Un niveau prix plus avantageux à l’avenir et une diversification des revenus

Le groupe devrait, dans les années à venir, bénéficier d’un niveau de prix de vente supérieur à la période pré-Covid, ce qui devrait lui permettre d’assurer un niveau élevé de revenus et de marges opérationnelles. « Par ailleurs, les efforts du groupe pour améliorer sa structure de coûts devraient porter leurs fruits et contribuer à améliorer encore les marges », souligne la société de recherche.

Le groupe cherche aussi à diversifier ses sources de revenus à travers le lancement de nouveau projets à forte valeur ajoutée. Notamment à travers la production de fibre d’acier qui a commencé fin 2022, et la fabrication de barre d’armature en acier dans le but de pénétrer le marché automobile. « En effet, une voiture est composée en moyenne de 150 kg à 200 kg d’acier long, et Sonasid envisage de pénétrer ce marché avec le lancement de dérivés d’armatures en acier avant de se diversifier éventuellement vers d’autres produits à vocation automobile », précise CFG Bank.

Le groupe bénéficiera d’un portail d’entrée sur le marché africain quand le Royaume aura intégré la Zlecaf (Zone de libre-échange continentale africaine, ndlr). Il pourra y exporter sans droits de douane une partie de sa production, alors que le rond à béton est aujourd’hui soumis à des droits de douane allant jusqu’à 22%. Une opportunité importante dans un marché continental qui pèse 8 millions de tonnes d’acier par an.

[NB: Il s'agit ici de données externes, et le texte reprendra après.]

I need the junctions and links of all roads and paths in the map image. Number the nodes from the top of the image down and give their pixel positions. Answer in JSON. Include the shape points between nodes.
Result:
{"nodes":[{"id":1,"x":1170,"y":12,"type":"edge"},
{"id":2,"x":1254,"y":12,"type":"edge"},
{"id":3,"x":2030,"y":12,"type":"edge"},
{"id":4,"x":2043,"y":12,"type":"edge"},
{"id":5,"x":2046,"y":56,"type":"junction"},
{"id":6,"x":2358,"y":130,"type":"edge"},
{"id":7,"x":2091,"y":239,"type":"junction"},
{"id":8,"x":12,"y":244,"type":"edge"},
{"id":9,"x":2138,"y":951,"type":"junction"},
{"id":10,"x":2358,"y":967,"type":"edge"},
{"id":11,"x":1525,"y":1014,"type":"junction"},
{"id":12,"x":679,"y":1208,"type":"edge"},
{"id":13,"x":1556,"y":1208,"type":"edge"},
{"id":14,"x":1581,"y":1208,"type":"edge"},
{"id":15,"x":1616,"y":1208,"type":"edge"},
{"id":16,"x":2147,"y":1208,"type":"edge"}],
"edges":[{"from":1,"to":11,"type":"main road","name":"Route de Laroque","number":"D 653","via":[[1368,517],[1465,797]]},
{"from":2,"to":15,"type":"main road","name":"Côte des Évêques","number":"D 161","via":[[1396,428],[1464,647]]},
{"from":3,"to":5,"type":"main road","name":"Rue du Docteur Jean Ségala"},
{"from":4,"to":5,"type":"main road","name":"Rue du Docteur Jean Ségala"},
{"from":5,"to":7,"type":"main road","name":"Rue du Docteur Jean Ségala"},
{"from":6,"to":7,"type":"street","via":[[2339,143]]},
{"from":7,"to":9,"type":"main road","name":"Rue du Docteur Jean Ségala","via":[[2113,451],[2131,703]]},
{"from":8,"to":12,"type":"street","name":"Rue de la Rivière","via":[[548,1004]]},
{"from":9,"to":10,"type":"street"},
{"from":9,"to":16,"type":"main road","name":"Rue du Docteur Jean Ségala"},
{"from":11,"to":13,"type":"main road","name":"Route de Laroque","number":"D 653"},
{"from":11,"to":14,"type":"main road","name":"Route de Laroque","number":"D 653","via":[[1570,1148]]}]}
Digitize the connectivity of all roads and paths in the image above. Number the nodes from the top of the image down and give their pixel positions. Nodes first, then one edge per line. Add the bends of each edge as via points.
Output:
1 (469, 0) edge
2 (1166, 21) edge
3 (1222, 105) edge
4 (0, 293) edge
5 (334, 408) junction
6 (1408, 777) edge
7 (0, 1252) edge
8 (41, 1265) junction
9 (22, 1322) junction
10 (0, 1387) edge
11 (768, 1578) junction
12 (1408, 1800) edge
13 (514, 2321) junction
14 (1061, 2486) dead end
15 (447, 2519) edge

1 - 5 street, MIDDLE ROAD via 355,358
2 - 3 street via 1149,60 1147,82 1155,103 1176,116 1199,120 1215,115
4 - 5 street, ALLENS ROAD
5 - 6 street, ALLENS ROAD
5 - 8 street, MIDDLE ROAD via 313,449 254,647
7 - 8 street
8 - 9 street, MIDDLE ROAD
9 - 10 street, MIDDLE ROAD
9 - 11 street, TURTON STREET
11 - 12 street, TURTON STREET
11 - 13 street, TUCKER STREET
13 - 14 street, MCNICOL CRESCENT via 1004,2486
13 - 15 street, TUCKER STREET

Selon CFG Bank, le groupe devrait afficher un taux de croissance annuel moyen de 3,3% de ses volumes de barre d’armature et de fil machine sur la période 2022-2027. D’ici là, la société de recherche table sur 15.000 tonnes par an de vente de fibre d’acier. Elle table également sur « la montée en puissance progressive, tant en production qu’en commercialisation, du nouveau produit destiné à l’industrie automobile, le lancement de nouveaux projets, ainsi que la montée en puissance des exportations qui devraient représenter environ 13 % des revenus en 2027″.